The Trump administration is using the Justice Department, the FBI and a presidential executive order to tighten voting rules in what election experts describe as a coordinated assault on voting rights. The push spans three fronts: civil lawsuits seeking voter data from nearly every state, criminal investigations into discredited allegations of 2020 election fraud, and a sweeping order granting the Postal Service power to restrict mail-in voting.

The Justice Department has filed 30 active lawsuits demanding access to voter rolls from states and the District of Columbia, according to Eileen O’Connor, a senior counsel at the Brennan Center for Justice who spent eight years in the DOJ’s voting section of the civil rights division. “So far, eight courts have issued rulings in these cases, and the DoJ has lost each one,” O’Connor said. She called the department’s demand for records containing drivers’ licenses and Social Security numbers an overreach.

The FBI has opened investigations into long-debunked claims of fraud in the 2020 election, focusing on Georgia and Wisconsin. According to the Washington Post, the bureau raided an election hub in Fulton County, Georgia, seized images of ballots in Arizona, demanded ballots in Michigan, and expanded its inquiries to the Milwaukee, Wisconsin area. FBI agents visited the homes of former and current Wisconsin election officials, the Post reported.
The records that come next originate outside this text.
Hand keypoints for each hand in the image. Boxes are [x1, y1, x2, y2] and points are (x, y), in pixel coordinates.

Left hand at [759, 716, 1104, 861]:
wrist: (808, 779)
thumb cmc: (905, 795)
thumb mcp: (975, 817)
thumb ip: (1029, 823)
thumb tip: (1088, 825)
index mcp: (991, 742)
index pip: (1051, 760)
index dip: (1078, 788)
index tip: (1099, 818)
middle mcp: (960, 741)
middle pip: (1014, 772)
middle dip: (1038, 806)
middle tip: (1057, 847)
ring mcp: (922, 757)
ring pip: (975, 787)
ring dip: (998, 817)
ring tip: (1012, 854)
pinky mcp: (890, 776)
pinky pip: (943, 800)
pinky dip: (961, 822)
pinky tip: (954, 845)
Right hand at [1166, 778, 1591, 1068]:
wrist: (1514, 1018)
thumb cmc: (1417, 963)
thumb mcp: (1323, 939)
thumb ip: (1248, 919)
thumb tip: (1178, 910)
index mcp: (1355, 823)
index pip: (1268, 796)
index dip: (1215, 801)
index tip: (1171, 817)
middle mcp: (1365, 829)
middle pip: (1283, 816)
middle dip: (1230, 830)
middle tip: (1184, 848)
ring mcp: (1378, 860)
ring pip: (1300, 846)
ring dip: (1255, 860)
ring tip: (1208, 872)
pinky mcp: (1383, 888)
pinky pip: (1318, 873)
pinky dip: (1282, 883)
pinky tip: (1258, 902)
Trump signed an executive order in March 2026 that directs the U.S. Postal Service to decide which voters may receive mail-in ballots and authorizes it not to deliver ballots to people not on newly developed federal mail voter lists. The order also instructs the Department of Homeland Security to compile lists of citizens in every state using what the Brennan Center called unreliable and incomplete federal data. It threatens criminal penalties against election workers, mail carriers and others who deliver ballots to people the administration claims are ineligible.

Twenty-three Democratic-led states, including California, sued in early April to block the order, arguing it unconstitutionally interferes with states’ authority to administer elections. A separate March 2025 executive order requiring proof of citizenship at registration has been partially blocked by several federal courts, and the administration has appealed.
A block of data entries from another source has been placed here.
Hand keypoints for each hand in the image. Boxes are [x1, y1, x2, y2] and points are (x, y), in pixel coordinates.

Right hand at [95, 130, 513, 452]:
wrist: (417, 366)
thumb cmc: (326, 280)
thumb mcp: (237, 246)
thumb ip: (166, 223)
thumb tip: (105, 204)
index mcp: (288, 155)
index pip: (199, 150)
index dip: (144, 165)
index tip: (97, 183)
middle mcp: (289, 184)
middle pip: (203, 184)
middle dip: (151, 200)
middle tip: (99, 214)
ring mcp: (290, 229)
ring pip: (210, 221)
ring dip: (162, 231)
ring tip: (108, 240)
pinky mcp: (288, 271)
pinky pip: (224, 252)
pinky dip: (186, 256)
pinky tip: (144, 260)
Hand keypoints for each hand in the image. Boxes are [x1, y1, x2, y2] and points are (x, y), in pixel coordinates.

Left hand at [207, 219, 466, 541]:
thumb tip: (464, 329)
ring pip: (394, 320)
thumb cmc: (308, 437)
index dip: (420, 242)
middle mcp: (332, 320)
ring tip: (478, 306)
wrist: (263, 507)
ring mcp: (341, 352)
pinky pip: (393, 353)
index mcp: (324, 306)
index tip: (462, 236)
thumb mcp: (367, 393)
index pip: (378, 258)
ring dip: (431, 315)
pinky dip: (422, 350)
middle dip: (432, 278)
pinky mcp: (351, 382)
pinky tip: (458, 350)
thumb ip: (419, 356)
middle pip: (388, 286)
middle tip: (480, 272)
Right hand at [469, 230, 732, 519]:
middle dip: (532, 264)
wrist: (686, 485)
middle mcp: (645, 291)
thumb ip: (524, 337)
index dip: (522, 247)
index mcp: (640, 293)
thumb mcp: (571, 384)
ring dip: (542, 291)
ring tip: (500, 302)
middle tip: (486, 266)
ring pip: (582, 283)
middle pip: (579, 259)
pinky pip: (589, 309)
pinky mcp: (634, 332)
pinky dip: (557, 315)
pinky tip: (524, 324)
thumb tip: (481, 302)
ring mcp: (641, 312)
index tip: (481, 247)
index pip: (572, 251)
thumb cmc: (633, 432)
The Justice Department’s voting section has been restaffed with attorneys who worked on efforts to overturn Trump’s 2020 loss. The department tapped former Republican congressman Dan Bishop of North Carolina, an avid election denier, to lead a national voting fraud drive in April 2026. Democracy Docket disclosed in May that Minneapolis lawyer William Mohrman, who was involved in lawsuits seeking to overturn Biden’s victory, had been hired as a senior counsel in the voting section. The section’s acting head, Eric Neff, a former California prosecutor, reportedly has links to election-conspiracy promoters.

The DOJ has also backed a Texas redistricting plan that could help Republicans pick up five House seats while challenging a California redistricting plan that could benefit Democrats, according to the report. The voting section’s staffing has been reduced from about 30 lawyers to fewer than half, a former DOJ lawyer said.

Trump reacted to California’s June primary results by alleging without evidence that Los Angeles mayoral candidate Spencer Pratt’s early lead had vanished because of rigging. “Not possible for Spencer Pratt to have lost the L.A. runoffs after the big lead he had… 3rd World Nation,” Trump wrote on Truth Social. He later claimed the primaries were under investigation by the U.S. attorney’s office, and the DOJ sent a federal prosecutor to observe ballot processing in Los Angeles.

Some Republicans have raised constitutional concerns. “These attempts are clearly unconstitutional. States run elections, not the feds,” said veteran Republican consultant Charlie Black.

Larry Noble, a former general counsel at the Federal Election Commission who now teaches at American University, said the executive order “could very well disenfranchise millions of voters while doing nothing to eliminate virtually non-existent voter fraud.”

Acting Attorney General Todd Blanche defended the push, telling Fox News last month there was “a ton of evidence that the election was rigged” in 2020. Multiple audits and lawsuits have found no evidence of meaningful fraud in that election.

At a Republican House retreat in January, Trump warned lawmakers the midterm stakes were high. “You gotta win the midterms, because if we don’t win the midterms, it’s just gonna be … I mean, they’ll find a reason to impeach me,” Trump said.